France is hosting an international conference on Sudan on Monday, exactly a year after war broke out in the northeast African country, leading to a humanitarian and political crisis.
France is seeking contributions from the international community, and attention to what officials say is a crisis crowded out of the global conversation by ongoing conflicts in Ukraine and Gaza.
A ministerial meeting on political matters is to be accompanied by talks about the humanitarian situation in Sudan, which organisers said would include dozens of representatives of Sudan’s civil society.
“The idea is to move this crisis up to the top of the agenda,” said Christophe Lemoine, a spokesman for the French foreign ministry.
“We cannot let Sudan become a forgotten crisis,” he added.
In addition to humanitarian issues, officials said there were also political dangers, such as the possible break-up of Sudan into splinter states.
Sudan is experiencing “one of the worst humanitarian disasters in recent memory” and “the largest internal displacement crisis in the world”, the United Nations said recently.
Aid workers say a year of war between rival generals that broke out on April 15, 2023 has led to a catastrophe, but the world has turned away from the country of 48 million.
“The civilians here are enduring starvation, mass sexual violence, large-scale ethnic killing, and executions,” said Will Carter, Sudan country director for the Norwegian Refugee Council.
“Millions more are displaced, and yet the world continues to look the other way.”
An estimated 1.8 million people have fled Sudan — many to neighbouring Chad, now also suffering a humanitarian crisis — and 6.7 million have been internally displaced.
Only five percent of the 3.8-billion-euro ($4.1 billion) target in the UN’s latest humanitarian appeal has been funded so far this year, according to the French foreign ministry.
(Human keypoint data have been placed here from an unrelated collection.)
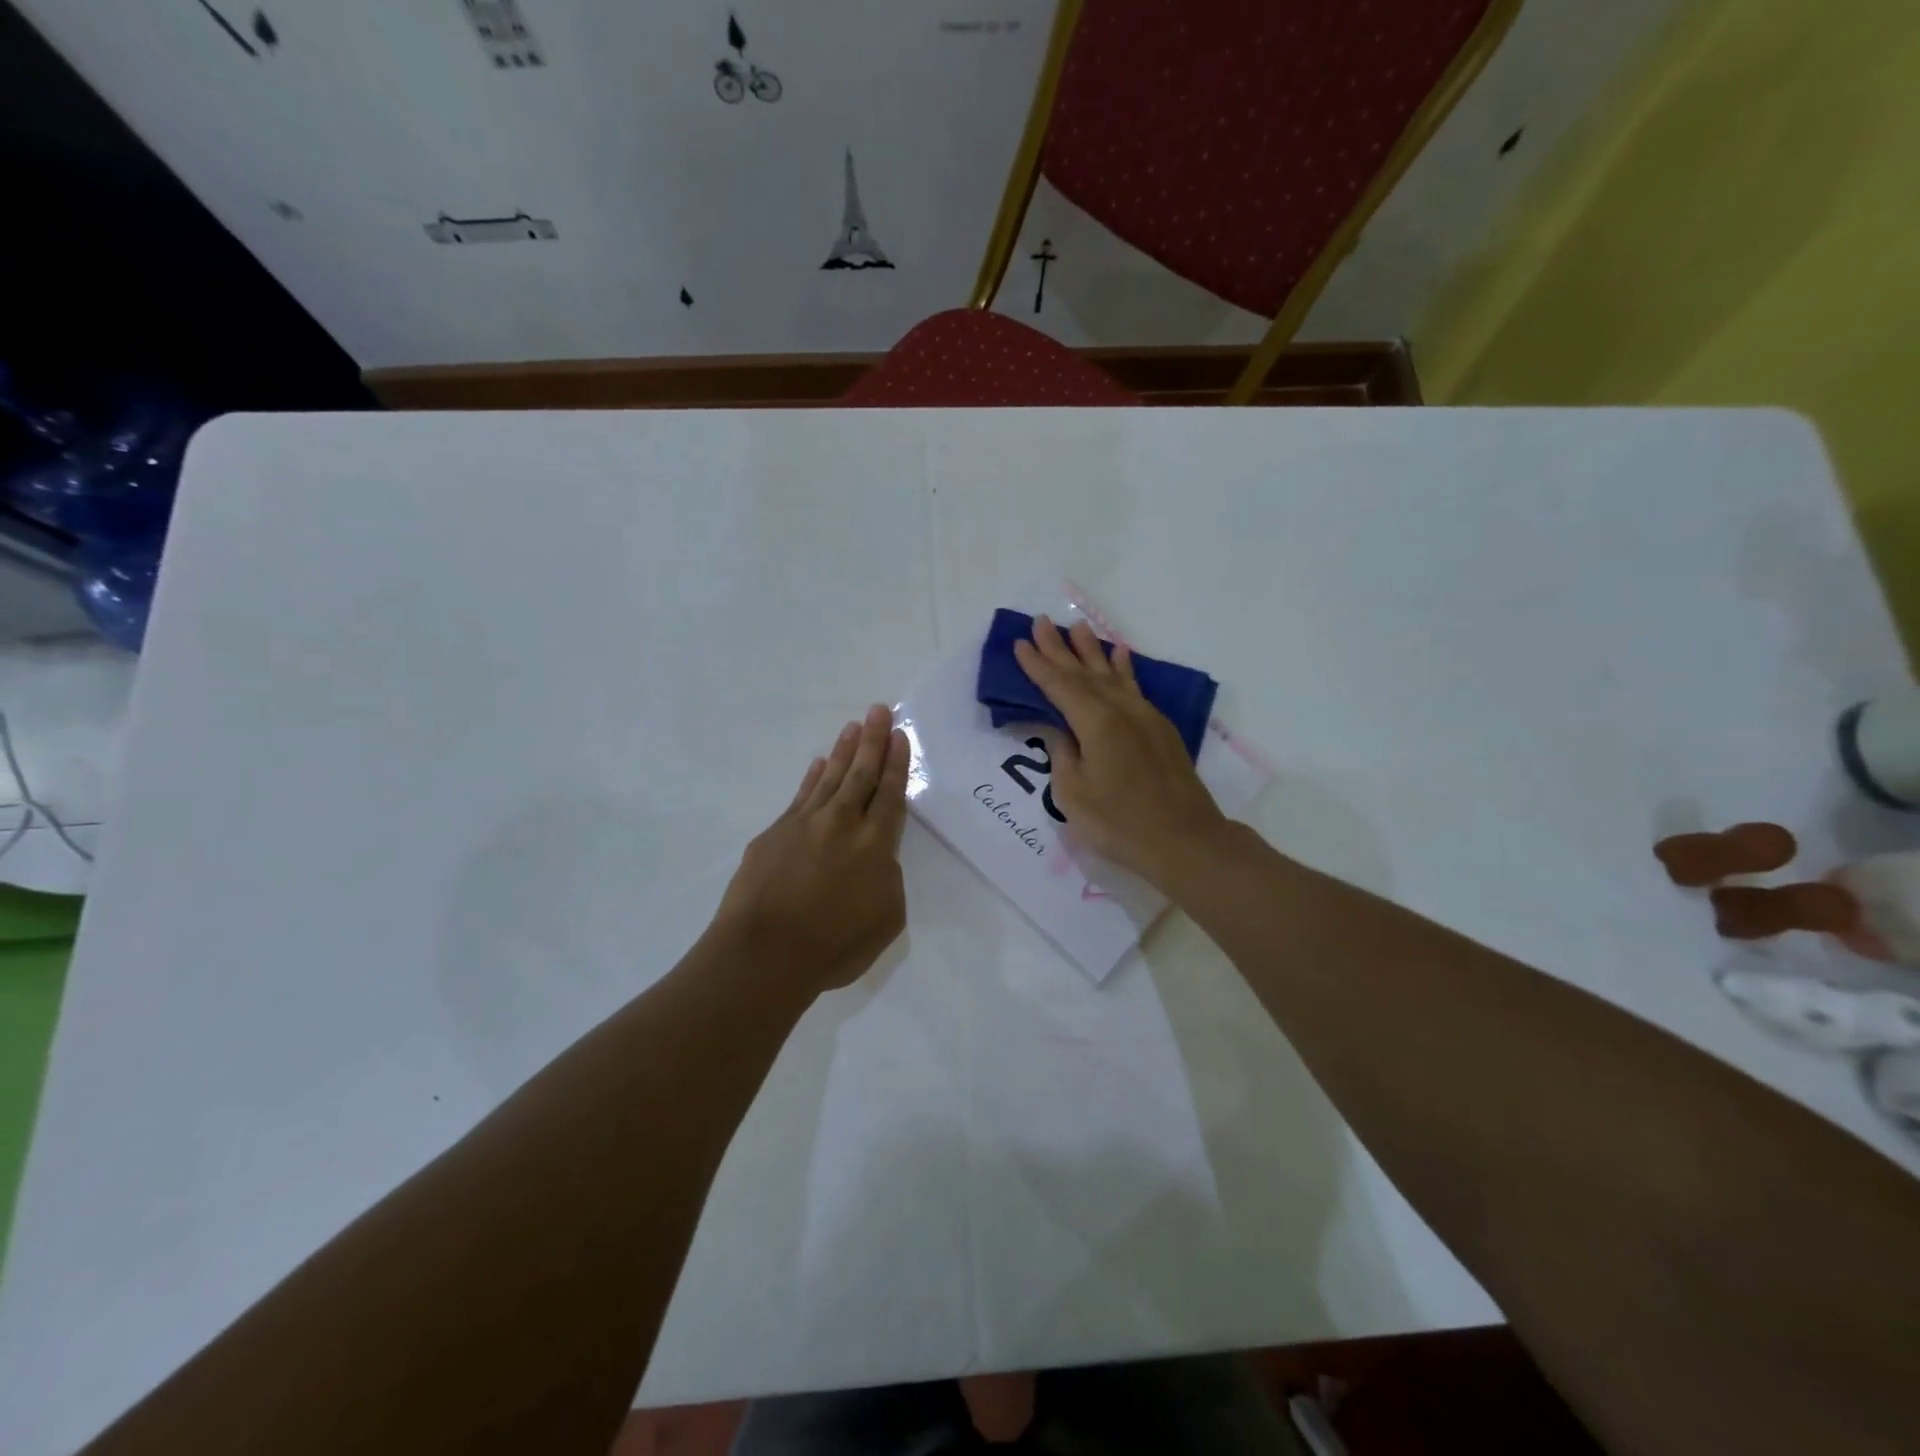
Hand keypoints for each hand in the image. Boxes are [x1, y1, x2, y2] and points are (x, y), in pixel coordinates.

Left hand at [713, 704, 909, 994]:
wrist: (764, 954)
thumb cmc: (834, 945)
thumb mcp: (887, 919)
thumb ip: (889, 880)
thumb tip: (876, 859)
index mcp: (875, 844)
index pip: (890, 793)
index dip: (897, 763)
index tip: (900, 735)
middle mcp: (842, 823)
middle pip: (862, 774)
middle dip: (873, 740)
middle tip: (879, 709)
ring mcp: (804, 824)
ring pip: (830, 777)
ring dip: (845, 751)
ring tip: (853, 726)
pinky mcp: (774, 833)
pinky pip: (801, 796)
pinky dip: (812, 777)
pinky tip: (819, 764)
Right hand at [1013, 616, 1230, 889]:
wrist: (1184, 839)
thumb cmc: (1120, 823)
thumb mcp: (1073, 794)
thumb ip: (1063, 754)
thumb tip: (1060, 729)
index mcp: (1096, 723)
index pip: (1059, 686)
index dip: (1037, 665)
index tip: (1020, 642)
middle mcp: (1121, 710)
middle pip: (1084, 672)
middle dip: (1059, 647)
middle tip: (1041, 621)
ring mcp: (1144, 716)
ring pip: (1112, 674)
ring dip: (1091, 650)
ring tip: (1077, 626)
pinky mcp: (1159, 728)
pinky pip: (1134, 686)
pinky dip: (1123, 667)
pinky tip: (1119, 654)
“We don’t have the ambition to cover the whole sum, but we have hope that the international community wakes up,” said one ministry official.
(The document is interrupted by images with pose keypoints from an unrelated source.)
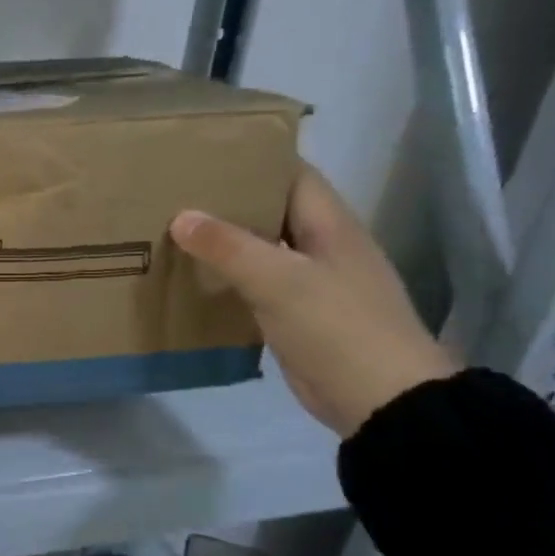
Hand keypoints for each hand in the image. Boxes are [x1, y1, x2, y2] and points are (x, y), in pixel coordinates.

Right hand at [169, 164, 457, 436]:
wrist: (381, 400)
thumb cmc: (336, 327)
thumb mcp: (278, 280)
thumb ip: (227, 246)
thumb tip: (180, 216)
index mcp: (330, 225)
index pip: (292, 175)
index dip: (254, 160)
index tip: (205, 155)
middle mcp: (322, 247)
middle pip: (272, 211)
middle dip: (229, 201)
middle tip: (175, 194)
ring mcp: (311, 283)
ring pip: (261, 250)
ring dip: (224, 243)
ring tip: (173, 231)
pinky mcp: (298, 316)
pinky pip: (257, 286)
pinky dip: (228, 279)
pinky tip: (194, 280)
The ministerial meeting, behind closed doors, notably brings together representatives from Sudan’s neighbours, as well as from Gulf nations and western powers, including the United States and Britain, along with regional organisations and the UN.
Meanwhile, actors from Sudan’s civil society, including activists, unionists and journalists, will get together to discuss “a possible peace process, and what happens after the war”, an official said.
Laetitia Bader, at NGO Human Rights Watch, said she hoped that the conference would deliver “a very tough message” to the belligerents, including threats of sanctions.
The warring parties had blocked access for humanitarian assistance, pillaged foreign financial aid and targeted humanitarian workers in attacks, she said.
“This conference is very important, but it should not become an excuse to turn the page and forget about Sudan, again,” she added.